● **WORK TO BE COMPLETED**
Report every line of the records that includes the word "Campos".

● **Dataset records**

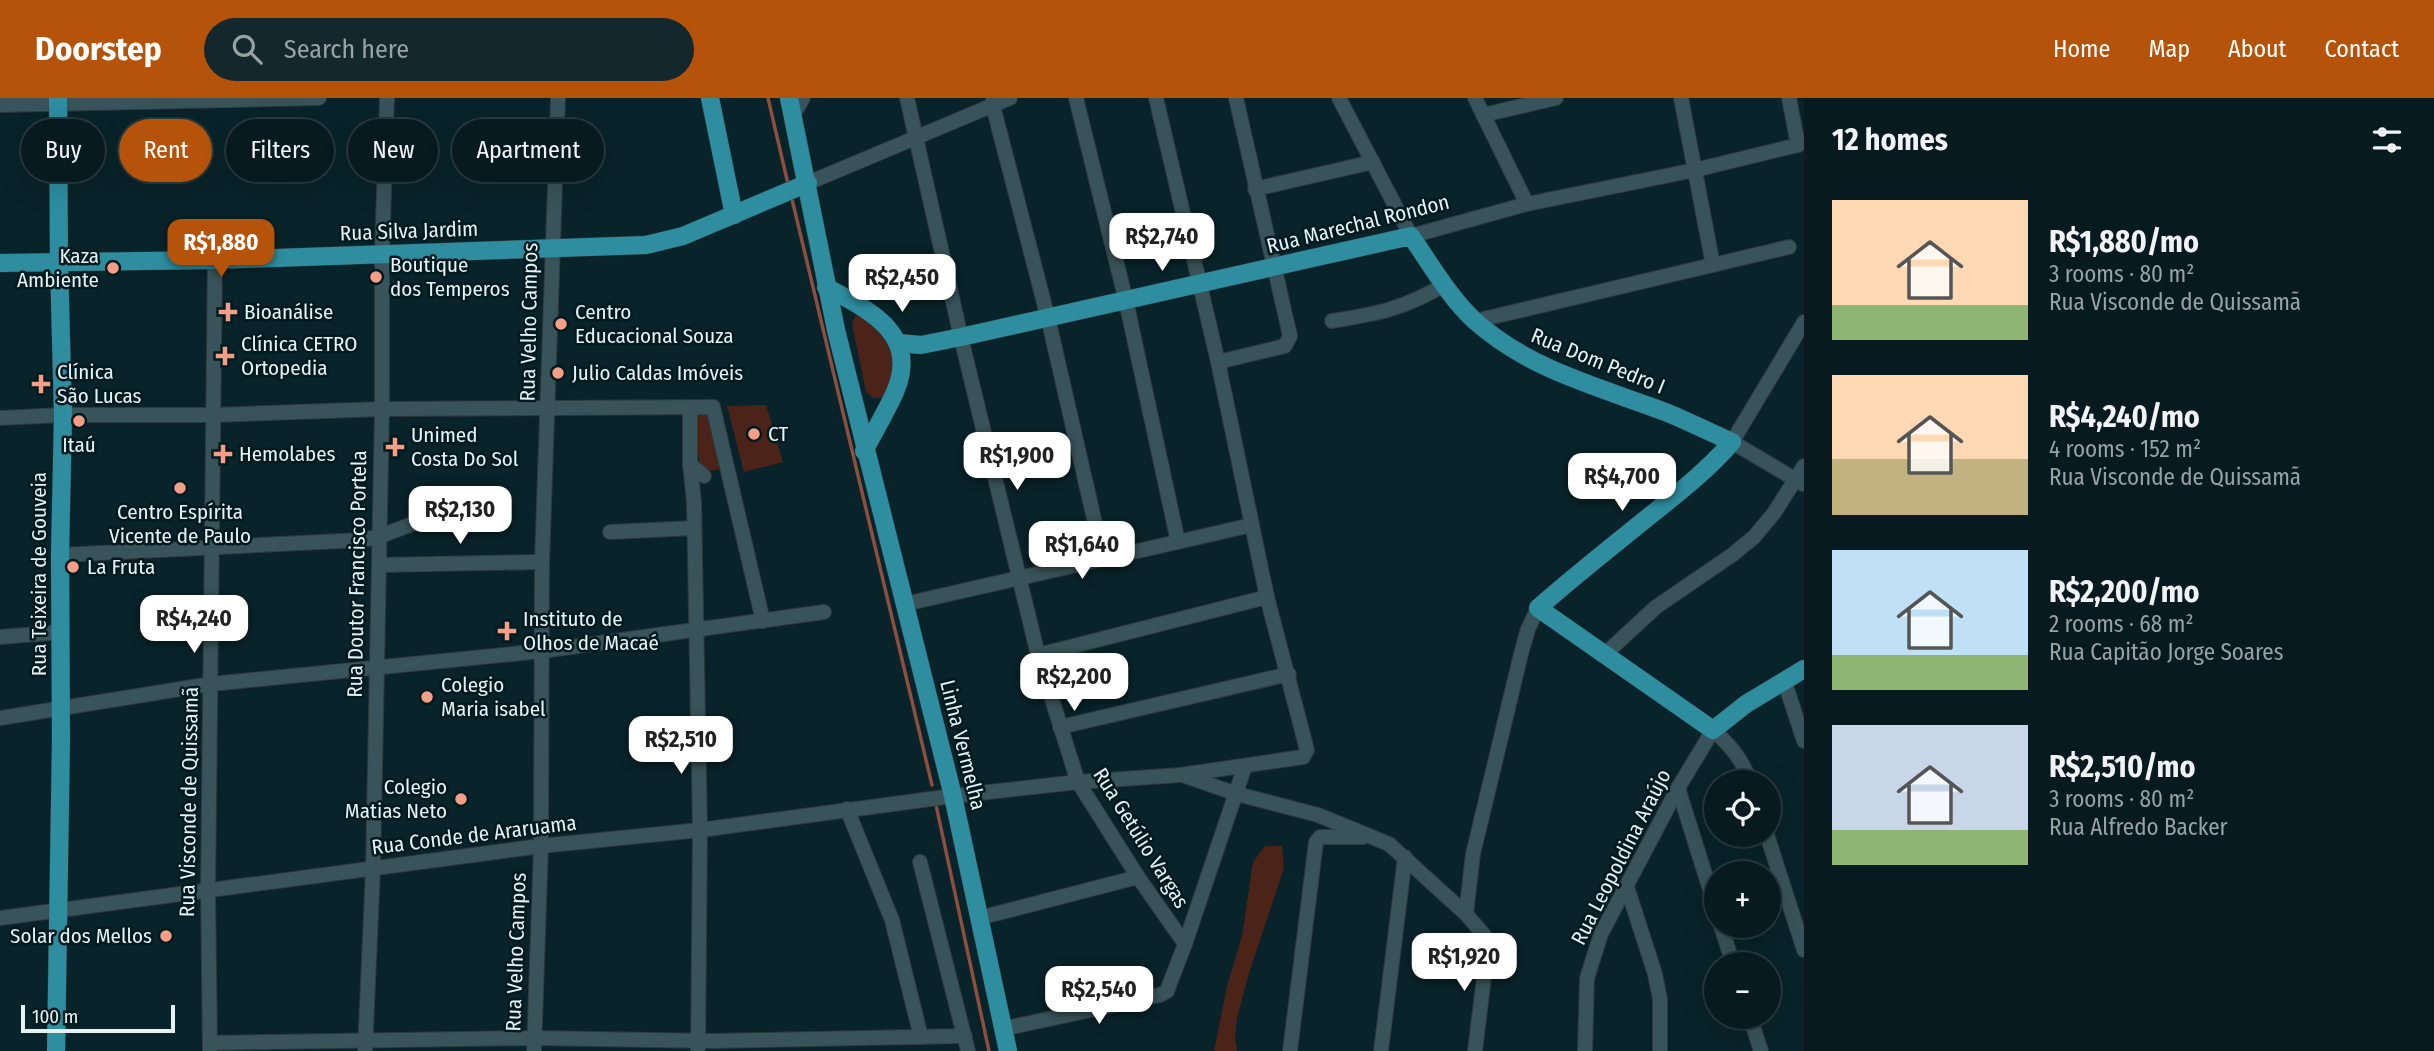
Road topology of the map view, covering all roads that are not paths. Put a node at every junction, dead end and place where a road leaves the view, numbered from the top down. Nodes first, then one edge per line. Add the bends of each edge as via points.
1 (320, 98) edge
2 (387, 98) edge
3 (558, 98) edge
4 (710, 98) edge
5 (803, 98) edge
6 (907, 98) edge
7 (1010, 98) edge
8 (1076, 98) edge
9 (1156, 98) edge
10 (1236, 98) edge
11 (1339, 98) edge
12 (1475, 98) edge
13 (1556, 98) edge
14 (1681, 98) edge
15 (1789, 98) edge
16 (58, 101) edge
17 (993, 102) edge
18 (0, 105) edge
19 (791, 107) edge
20 (1483, 115) junction
21 (916, 139) junction
22 (1801, 143) edge
23 (1373, 162) junction
24 (1695, 170) junction
25 (796, 188) junction
26 (1255, 189) junction
27 (1527, 204) junction
28 (734, 215) junction
29 (1411, 236) junction
30 (1789, 247) dead end
31 (551, 248) junction
32 (382, 254) junction
33 (215, 260) junction
34 (0, 263) edge
35 (59, 263) junction
36 (1713, 265) junction
37 (1274, 268) junction
38 (1199, 285) junction
39 (1444, 285) junction
40 (826, 287) junction
41 (1126, 301) junction
42 (872, 314) junction
43 (1048, 318) junction
44 (1332, 321) dead end
45 (1475, 321) junction
46 (1804, 322) edge
47 (836, 330) junction
48 (961, 337) junction
49 (901, 351) junction
50 (1218, 362) junction
51 (852, 398) junction
52 (690, 407) junction
53 (887, 407) junction
54 (548, 408) junction
55 (382, 409) junction
56 (63, 415) junction
57 (214, 415) junction
58 (0, 418) edge
59 (1731, 442) junction
60 (864, 451) junction
61 (690, 464) junction
62 (1804, 466) edge
63 (729, 474) junction
64 (704, 475) junction
65 (1800, 482) edge
66 (694, 502) junction
67 (457, 507) dead end
68 (1252, 525) junction
69 (694, 528) junction
70 (610, 532) dead end
71 (378, 537) junction
72 (1178, 542) junction
73 (212, 547) junction
74 (60, 555) junction
75 (1102, 558) junction
76 (542, 562) junction
77 (379, 565) junction
78 (1020, 578) junction
79 (1268, 597) junction
80 (905, 604) junction
81 (1538, 608) junction
82 (824, 612) dead end
83 (763, 621) junction
84 (697, 629) junction
85 (62, 632) junction
86 (0, 637) edge
87 (542, 651) junction
88 (1605, 654) junction
89 (1038, 655) junction
90 (376, 667) junction
91 (1804, 669) edge
92 (1289, 674) junction
93 (1786, 683) junction
94 (211, 684) junction
95 (1804, 688) edge
96 (61, 709) junction
97 (0, 718) edge
98 (1060, 727) junction
99 (1713, 730) junction
100 (1804, 741) edge
101 (1245, 765) junction
102 (1744, 770) edge
103 (1180, 775) junction
104 (1078, 782) junction
105 (1678, 788) junction
106 (1237, 794) junction
107 (953, 796) junction
108 (847, 809) junction
109 (700, 830) junction
110 (1375, 837) junction
111 (541, 846) junction
112 (1770, 847) edge
113 (1405, 857) junction
114 (920, 862) dead end
115 (373, 869) junction
116 (1704, 871) edge
117 (1138, 877) junction
118 (1627, 887) junction
119 (208, 890) junction
120 (58, 911) junction
121 (1466, 914) junction
122 (0, 918) edge
123 (979, 918) junction
124 (1185, 944) junction
125 (1804, 950) edge
126 (1002, 1029) junction
127 (1754, 1029) edge
128 (965, 1036) junction
129 (921, 1037) junction
130 (534, 1044) edge
131 (365, 1046) edge
132 (699, 1046) edge
133 (210, 1047) edge
134 (55, 1051) edge
135 (968, 1051) edge
136 (1007, 1051) edge
137 (1290, 1051) edge
138 (1381, 1051) edge
139 (1475, 1051) edge
140 (1585, 1051) edge
141 (1660, 1051) edge
142 (1761, 1051) edge

1 - 16 street
2 - 32 street, Rua Doutor Francisco Portela
3 - 31 street, Rua Velho Campos
4 - 28 main road
5 - 19 street
6 - 21 street, Rua Getúlio Vargas
7 - 17 street
8 - 41 street
9 - 38 street
10 - 26 street
11 - 23 street
12 - 20 street
13 - 20 street
14 - 24 street
15 - 22 street
16 - 18 street
16 - 35 main road, Rua Teixeira de Gouveia
17 - 21 street
17 - 43 street
19 - 25 main road, Linha Vermelha
20 - 27 street
21 - 25 street
21 - 48 street, Rua Getúlio Vargas
22 - 24 street, Rua Marechal Rondon
23 - 26 street
23 - 29 street
24 - 27 street, Rua Marechal Rondon
24 - 36 street
25 - 28 main road, Rua Silva Jardim
25 - 40 main road, Linha Vermelha
26 - 37 street
27 - 29 street, Rua Marechal Rondon
28 - 31 main road, Rua Silva Jardim via 646,245
29 - 37 main road, Rua Marechal Rondon
29 - 39 main road, Rua Dom Pedro I
30 - 36 street
31 - 32 main road, Rua Silva Jardim
31 - 54 street, Rua Velho Campos
32 - 33 main road, Rua Silva Jardim
32 - 55 street, Rua Doutor Francisco Portela
33 - 35 main road, Rua Silva Jardim
33 - 57 street, Rua Visconde de Quissamã
34 - 35 main road, Rua Silva Jardim
35 - 56 main road, Rua Teixeira de Gouveia
36 - 45 street
37 - 38 main road, Rua Marechal Rondon
37 - 50 street via 1289,341 1285,346
38 - 41 main road, Rua Marechal Rondon
38 - 50 street
39 - 44 street via 1398,308
39 - 45 main road, Rua Dom Pedro I
40 - 42 main road
40 - 47 main road, Linha Vermelha
41 - 43 main road, Rua Marechal Rondon
41 - 72 street
42 - 47 main road via 859,310 847,314
42 - 49 main road via 889,328
43 - 48 main road, Rua Marechal Rondon
43 - 75 street
45 - 59 main road, Rua Dom Pedro I via 1539,366
46 - 59 street
47 - 51 main road, Linha Vermelha
48 - 49 main road, Rua Marechal Rondon
48 - 78 street, Rua Getúlio Vargas
49 - 53 main road via 895,391
50 - 68 street
51 - 53 main road via 868,409
51 - 60 main road, Linha Vermelha
52 - 54 street
52 - 61 street
52 - 63 street via 713,407
53 - 60 main road
54 - 55 street
54 - 76 street, Rua Velho Campos
55 - 57 street
55 - 71 street, Rua Doutor Francisco Portela
56 - 57 street
56 - 58 street
56 - 74 main road, Rua Teixeira de Gouveia
57 - 73 street, Rua Visconde de Quissamã
59 - 65 street, Rua Dom Pedro I
59 - 81 main road via 1686,486
60 - 80 main road, Linha Vermelha
61 - 64 street
61 - 66 street
62 - 65 street
63 - 64 street
63 - 83 street
64 - 66 street
65 - 88 street via 1754,537 1656,607
66 - 69 street
67 - 71 street
68 - 72 street
68 - 79 street
69 - 70 street
69 - 84 street
71 - 73 street
71 - 77 street, Rua Doutor Francisco Portela
72 - 75 street
73 - 74 street
73 - 94 street, Rua Visconde de Quissamã
74 - 85 main road, Rua Teixeira de Gouveia
75 - 78 street
76 - 77 street
76 - 87 street, Rua Velho Campos
77 - 90 street, Rua Doutor Francisco Portela
78 - 80 street
78 - 89 street, Rua Getúlio Vargas
79 - 89 street
79 - 92 street
80 - 107 main road, Linha Vermelha
81 - 88 main road
81 - 121 street via 1521,654 1473,853
82 - 83 street
83 - 84 street
84 - 87 street
84 - 109 street
85 - 86 street
85 - 96 main road, Rua Teixeira de Gouveia
87 - 90 street
87 - 111 street, Rua Velho Campos
88 - 99 main road
89 - 98 street, Rua Getúlio Vargas
90 - 94 street
90 - 115 street, Rua Doutor Francisco Portela
91 - 93 main road
92 - 98 street
92 - 101 street, Rua Conde de Araruama via 1307,750 1303,757
93 - 95 street
93 - 99 main road
93 - 100 street
94 - 96 street
94 - 119 street, Rua Visconde de Quissamã
96 - 97 street
96 - 120 main road, Rua Teixeira de Gouveia
98 - 104 street, Rua Getúlio Vargas
99 - 102 street
99 - 105 street, Rua Leopoldina Araújo
101 - 103 street, Rua Conde de Araruama
101 - 106 street
103 - 104 street, Rua Conde de Araruama
103 - 106 street
104 - 107 street, Rua Conde de Araruama
104 - 117 street, Rua Getúlio Vargas
105 - 116 street
105 - 118 street, Rua Leopoldina Araújo
106 - 110 street via 1318,815
106 - 124 street
107 - 108 street, Rua Conde de Araruama
107 - 123 main road, Linha Vermelha
108 - 109 street, Rua Conde de Araruama
108 - 129 street via 892,920
109 - 111 street, Rua Conde de Araruama
109 - 132 street
110 - 113 street
110 - 137 street via 1326,836 1316,842
111 - 115 street, Rua Conde de Araruama
111 - 130 street, Rua Velho Campos
112 - 125 street
113 - 121 street
113 - 138 street
114 - 128 street
115 - 119 street, Rua Conde de Araruama
115 - 131 street, Rua Doutor Francisco Portela
117 - 123 street
117 - 124 street, Rua Getúlio Vargas
118 - 140 street, Rua Leopoldina Araújo via 1592,956
118 - 141 street via 1655,974
119 - 120 street, Rua Conde de Araruama
119 - 133 street, Rua Visconde de Quissamã
120 - 122 street, Rua Conde de Araruama
120 - 134 main road, Rua Teixeira de Gouveia
121 - 139 street via 1484,935 1487,953
123 - 126 main road, Linha Vermelha
124 - 126 street via 1171,985 1160,995
126 - 136 main road, Linha Vermelha
127 - 142 street
128 - 129 street
128 - 135 street
129 - 132 street
130 - 131 street
130 - 132 street
131 - 133 street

● **RESULT**
3 - 31 street, Rua Velho Campos
31 - 54 street, Rua Velho Campos
54 - 76 street, Rua Velho Campos
76 - 87 street, Rua Velho Campos
87 - 111 street, Rua Velho Campos
111 - 130 street, Rua Velho Campos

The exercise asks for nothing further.